Many providers based in Europe and the US see the legislation as a step in the right direction for facilitating the process of winning new business across Europe while also encouraged by the prospect of being on an equal footing with data controllers when it comes to liability for breaches and other violations.

However, there are still challenges that will need to be overcome, particularly for companies based in the US, who are likely to come under increased pressure to build datacentres in Europe amid the European Court of Justice's decision to render the validity of the US Safe Harbour Agreement as "invalid".

David Barker, technical director of Surrey-based colocation provider 4D, adds that  the joint liability requirements are likely to also prove to be a source of concern for many cloud firms.

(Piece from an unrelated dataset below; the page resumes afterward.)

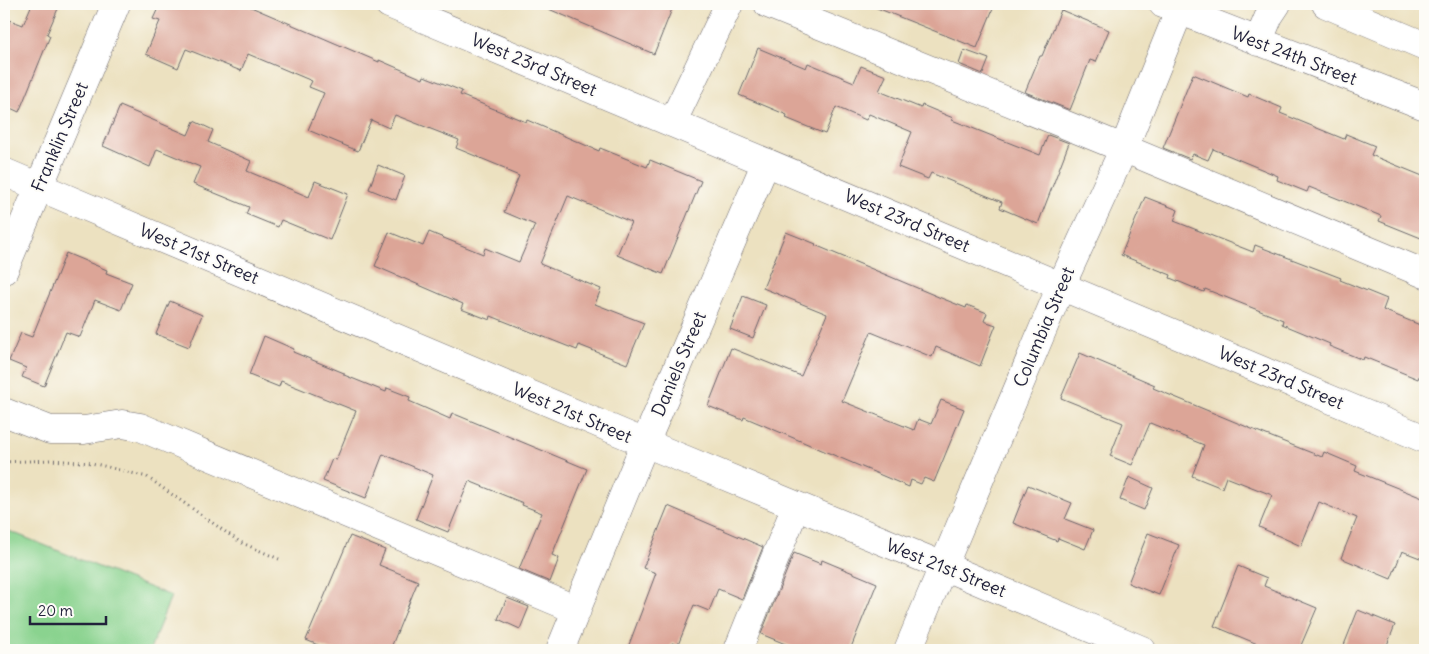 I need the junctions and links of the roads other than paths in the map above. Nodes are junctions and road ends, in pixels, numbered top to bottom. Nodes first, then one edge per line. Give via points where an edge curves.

He told Computer Weekly: “Traditionally, cloud providers – mainly those in the infrastructure-as-a-service (IaaS) category – haven’t really wanted or needed to know what data is actually being held on their servers, and have simply provisioned a one-size-fits-all solution that you can subscribe to.

“If we’re becoming liable for the data customers put on to those servers, there needs to be some clear delineation on where the responsibility for that data lies; how the underlying cloud infrastructure is being protected; and how the customer protects any data they put on those virtual servers.”


Mr Barker also insists that many cloud firms will have to take an increased interest in what exactly users are planning to store on the their infrastructure, causing a rise in overheads and, eventually, an increased cost for the customer.

Those challenges will be further compounded by joint liability requirements stating that cloud providers will be obliged to alert the authorities to data breaches within 72 hours.

Having a solid incident-response management programme in place will therefore be crucial.

Given that one of the main advantages of cloud computing is the lower cost to the end user when compared to on-site solutions, any rise in price is understandably likely to cause unease among many providers.

“The costs are going to start to creep up to take into account the additional administration of dealing with these regulations for each customer deployment, and we might even see more bespoke requirements for production systems for larger businesses,” Mr Barker says.

However, when considering the alternative of either a fine of up to €100 million or five per cent of the company’s annual global turnover, some corporate customers may well be happy to pay the slightly increased price as an insurance.